Data excerpts:
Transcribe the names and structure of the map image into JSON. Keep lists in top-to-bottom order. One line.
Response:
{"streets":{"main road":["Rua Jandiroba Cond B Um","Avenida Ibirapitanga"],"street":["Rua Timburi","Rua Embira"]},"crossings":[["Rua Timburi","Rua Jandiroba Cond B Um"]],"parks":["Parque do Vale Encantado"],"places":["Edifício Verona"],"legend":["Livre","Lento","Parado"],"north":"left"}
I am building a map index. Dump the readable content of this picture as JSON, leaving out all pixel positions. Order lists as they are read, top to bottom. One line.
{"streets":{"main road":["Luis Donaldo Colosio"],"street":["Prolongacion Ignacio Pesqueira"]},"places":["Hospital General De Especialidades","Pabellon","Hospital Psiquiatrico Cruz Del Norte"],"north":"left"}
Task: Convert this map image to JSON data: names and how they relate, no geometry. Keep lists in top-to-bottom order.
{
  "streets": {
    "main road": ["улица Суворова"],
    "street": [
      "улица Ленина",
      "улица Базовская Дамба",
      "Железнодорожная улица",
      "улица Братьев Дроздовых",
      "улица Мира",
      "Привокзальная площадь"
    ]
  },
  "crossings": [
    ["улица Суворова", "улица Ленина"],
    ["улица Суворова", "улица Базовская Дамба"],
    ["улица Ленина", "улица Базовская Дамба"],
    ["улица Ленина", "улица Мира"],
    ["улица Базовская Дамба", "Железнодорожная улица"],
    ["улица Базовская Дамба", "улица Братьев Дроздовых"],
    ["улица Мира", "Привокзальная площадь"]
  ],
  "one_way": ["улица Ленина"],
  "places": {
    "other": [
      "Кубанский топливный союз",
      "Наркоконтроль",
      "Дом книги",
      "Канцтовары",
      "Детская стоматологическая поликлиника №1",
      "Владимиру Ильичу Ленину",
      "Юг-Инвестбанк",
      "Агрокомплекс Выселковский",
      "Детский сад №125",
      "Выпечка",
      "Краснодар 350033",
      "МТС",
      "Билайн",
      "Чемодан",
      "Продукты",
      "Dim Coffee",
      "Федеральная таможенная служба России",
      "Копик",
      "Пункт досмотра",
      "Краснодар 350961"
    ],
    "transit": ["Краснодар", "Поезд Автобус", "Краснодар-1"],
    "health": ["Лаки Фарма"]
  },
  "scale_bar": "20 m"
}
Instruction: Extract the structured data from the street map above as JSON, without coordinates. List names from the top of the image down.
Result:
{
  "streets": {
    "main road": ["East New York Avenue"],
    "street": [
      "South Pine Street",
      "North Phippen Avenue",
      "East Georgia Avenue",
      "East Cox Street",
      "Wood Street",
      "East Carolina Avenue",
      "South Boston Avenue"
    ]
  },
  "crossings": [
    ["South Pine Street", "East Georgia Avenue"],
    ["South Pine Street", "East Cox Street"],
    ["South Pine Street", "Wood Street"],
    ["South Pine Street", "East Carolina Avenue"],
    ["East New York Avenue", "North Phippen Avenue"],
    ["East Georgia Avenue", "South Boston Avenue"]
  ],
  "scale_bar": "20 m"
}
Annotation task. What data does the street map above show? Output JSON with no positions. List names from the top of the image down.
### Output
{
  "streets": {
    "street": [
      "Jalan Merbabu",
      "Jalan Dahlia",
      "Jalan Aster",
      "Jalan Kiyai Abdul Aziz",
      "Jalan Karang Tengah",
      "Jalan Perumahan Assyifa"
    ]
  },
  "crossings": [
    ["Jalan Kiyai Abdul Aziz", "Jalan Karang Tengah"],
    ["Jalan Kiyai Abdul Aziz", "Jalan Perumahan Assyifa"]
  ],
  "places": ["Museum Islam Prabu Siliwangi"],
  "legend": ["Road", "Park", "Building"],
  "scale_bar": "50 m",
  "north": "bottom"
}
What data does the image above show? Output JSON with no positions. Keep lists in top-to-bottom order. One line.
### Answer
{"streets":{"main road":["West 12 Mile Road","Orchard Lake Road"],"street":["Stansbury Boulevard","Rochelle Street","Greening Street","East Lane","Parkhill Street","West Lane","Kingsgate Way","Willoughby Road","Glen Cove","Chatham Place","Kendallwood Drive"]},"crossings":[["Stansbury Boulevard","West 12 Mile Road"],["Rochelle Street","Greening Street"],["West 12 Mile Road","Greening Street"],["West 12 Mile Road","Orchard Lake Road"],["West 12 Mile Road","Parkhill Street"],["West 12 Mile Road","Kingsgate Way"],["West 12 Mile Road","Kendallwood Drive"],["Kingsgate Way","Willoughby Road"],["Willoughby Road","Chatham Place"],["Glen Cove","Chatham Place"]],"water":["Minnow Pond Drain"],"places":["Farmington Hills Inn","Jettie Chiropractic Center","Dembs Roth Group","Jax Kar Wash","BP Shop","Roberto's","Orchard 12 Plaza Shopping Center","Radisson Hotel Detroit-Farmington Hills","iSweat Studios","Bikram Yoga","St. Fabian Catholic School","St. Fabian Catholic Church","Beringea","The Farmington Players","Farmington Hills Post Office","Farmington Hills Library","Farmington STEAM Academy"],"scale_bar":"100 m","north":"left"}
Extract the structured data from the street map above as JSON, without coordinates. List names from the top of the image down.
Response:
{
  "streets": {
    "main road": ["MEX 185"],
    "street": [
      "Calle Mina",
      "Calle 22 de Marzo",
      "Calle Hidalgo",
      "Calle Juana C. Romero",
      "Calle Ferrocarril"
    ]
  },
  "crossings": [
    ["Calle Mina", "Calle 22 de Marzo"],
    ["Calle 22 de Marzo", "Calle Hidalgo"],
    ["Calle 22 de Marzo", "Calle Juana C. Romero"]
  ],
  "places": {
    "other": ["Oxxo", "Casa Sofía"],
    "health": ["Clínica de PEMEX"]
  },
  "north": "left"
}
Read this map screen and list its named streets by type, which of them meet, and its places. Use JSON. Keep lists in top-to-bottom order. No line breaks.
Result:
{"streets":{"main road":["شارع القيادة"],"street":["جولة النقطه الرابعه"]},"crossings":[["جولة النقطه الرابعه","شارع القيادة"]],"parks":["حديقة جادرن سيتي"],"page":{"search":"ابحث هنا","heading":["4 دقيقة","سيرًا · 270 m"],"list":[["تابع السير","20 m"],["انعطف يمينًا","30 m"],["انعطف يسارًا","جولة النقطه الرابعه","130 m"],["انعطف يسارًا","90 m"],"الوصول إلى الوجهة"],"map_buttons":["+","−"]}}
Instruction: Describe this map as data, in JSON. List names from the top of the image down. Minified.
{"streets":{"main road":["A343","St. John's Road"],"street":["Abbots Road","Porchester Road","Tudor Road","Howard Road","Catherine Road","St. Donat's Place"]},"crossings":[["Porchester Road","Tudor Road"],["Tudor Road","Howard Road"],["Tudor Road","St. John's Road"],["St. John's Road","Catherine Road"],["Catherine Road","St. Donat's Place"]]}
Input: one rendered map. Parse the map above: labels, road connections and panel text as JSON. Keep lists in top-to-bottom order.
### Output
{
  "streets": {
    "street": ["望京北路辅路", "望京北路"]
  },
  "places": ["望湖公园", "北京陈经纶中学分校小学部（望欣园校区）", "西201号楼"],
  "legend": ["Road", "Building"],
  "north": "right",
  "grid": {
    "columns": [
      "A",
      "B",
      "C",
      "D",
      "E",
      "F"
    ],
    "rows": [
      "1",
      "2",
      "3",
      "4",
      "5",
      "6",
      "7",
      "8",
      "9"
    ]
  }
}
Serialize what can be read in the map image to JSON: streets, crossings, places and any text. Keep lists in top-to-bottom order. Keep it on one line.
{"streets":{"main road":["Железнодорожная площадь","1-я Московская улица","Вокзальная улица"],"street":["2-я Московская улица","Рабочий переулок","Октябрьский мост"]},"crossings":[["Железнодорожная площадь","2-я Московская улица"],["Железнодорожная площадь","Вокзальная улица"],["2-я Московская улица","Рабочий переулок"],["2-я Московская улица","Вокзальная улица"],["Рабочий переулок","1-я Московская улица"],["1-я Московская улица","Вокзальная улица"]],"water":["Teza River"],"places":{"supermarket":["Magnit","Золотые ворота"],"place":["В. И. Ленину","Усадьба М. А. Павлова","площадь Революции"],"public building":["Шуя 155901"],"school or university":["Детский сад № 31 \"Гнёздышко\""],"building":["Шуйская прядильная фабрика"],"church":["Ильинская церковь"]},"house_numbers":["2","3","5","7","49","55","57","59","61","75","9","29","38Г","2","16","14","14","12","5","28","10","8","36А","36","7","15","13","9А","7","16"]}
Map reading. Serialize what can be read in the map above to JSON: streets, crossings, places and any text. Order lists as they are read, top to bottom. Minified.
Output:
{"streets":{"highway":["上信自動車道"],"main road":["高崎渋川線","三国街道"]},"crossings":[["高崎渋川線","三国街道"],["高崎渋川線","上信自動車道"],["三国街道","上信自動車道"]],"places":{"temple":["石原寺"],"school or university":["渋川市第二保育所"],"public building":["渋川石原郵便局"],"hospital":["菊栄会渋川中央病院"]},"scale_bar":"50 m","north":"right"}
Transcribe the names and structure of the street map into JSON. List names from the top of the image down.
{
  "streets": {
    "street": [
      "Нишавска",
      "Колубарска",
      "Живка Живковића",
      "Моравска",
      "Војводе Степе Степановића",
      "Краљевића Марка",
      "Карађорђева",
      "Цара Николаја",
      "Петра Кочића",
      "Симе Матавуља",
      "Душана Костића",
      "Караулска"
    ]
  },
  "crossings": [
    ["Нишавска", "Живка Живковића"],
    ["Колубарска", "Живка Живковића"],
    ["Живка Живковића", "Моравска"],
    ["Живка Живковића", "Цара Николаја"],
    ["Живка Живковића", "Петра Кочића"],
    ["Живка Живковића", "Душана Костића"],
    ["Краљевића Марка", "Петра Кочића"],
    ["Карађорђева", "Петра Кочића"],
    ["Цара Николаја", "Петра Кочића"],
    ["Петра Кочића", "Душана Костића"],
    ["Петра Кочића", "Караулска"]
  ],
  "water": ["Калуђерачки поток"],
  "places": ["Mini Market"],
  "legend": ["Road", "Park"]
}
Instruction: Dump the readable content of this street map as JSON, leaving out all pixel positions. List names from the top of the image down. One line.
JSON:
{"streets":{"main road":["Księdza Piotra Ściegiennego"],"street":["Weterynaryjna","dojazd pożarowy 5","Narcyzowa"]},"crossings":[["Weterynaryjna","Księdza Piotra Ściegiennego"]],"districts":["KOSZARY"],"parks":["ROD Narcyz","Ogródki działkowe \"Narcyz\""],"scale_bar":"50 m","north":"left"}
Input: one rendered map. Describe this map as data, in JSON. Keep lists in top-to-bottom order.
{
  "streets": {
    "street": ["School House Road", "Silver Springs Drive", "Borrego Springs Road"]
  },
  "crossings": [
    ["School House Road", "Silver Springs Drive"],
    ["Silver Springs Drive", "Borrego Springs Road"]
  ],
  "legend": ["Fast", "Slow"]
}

What you will do:
For the lines above, output exactly those from the line containing "Instruction: Extract the" through the line containing "What data does the image", and skip the others.

Solution to this exercise:
Instruction: Extract the structured data from the street map above as JSON, without coordinates. List names from the top of the image down.
Result:
{
  "streets": {
    "main road": ["East New York Avenue"],
    "street": [
      "South Pine Street",
      "North Phippen Avenue",
      "East Georgia Avenue",
      "East Cox Street",
      "Wood Street",
      "East Carolina Avenue",
      "South Boston Avenue"
    ]
  },
  "crossings": [
    ["South Pine Street", "East Georgia Avenue"],
    ["South Pine Street", "East Cox Street"],
    ["South Pine Street", "Wood Street"],
    ["South Pine Street", "East Carolina Avenue"],
    ["East New York Avenue", "North Phippen Avenue"],
    ["East Georgia Avenue", "South Boston Avenue"]
  ],
  "scale_bar": "20 m"
}
Annotation task. What data does the street map above show? Output JSON with no positions. List names from the top of the image down.
### Output
{
  "streets": {
    "street": [
      "Jalan Merbabu",
      "Jalan Dahlia",
      "Jalan Aster",
      "Jalan Kiyai Abdul Aziz",
      "Jalan Karang Tengah",
      "Jalan Perumahan Assyifa"
    ]
  },
  "crossings": [
    ["Jalan Kiyai Abdul Aziz", "Jalan Karang Tengah"],
    ["Jalan Kiyai Abdul Aziz", "Jalan Perumahan Assyifa"]
  ],
  "places": ["Museum Islam Prabu Siliwangi"],
  "legend": ["Road", "Park", "Building"],
  "scale_bar": "50 m",
  "north": "bottom"
}
What data does the image above show? Output JSON with no positions. Keep lists in top-to-bottom order. One line.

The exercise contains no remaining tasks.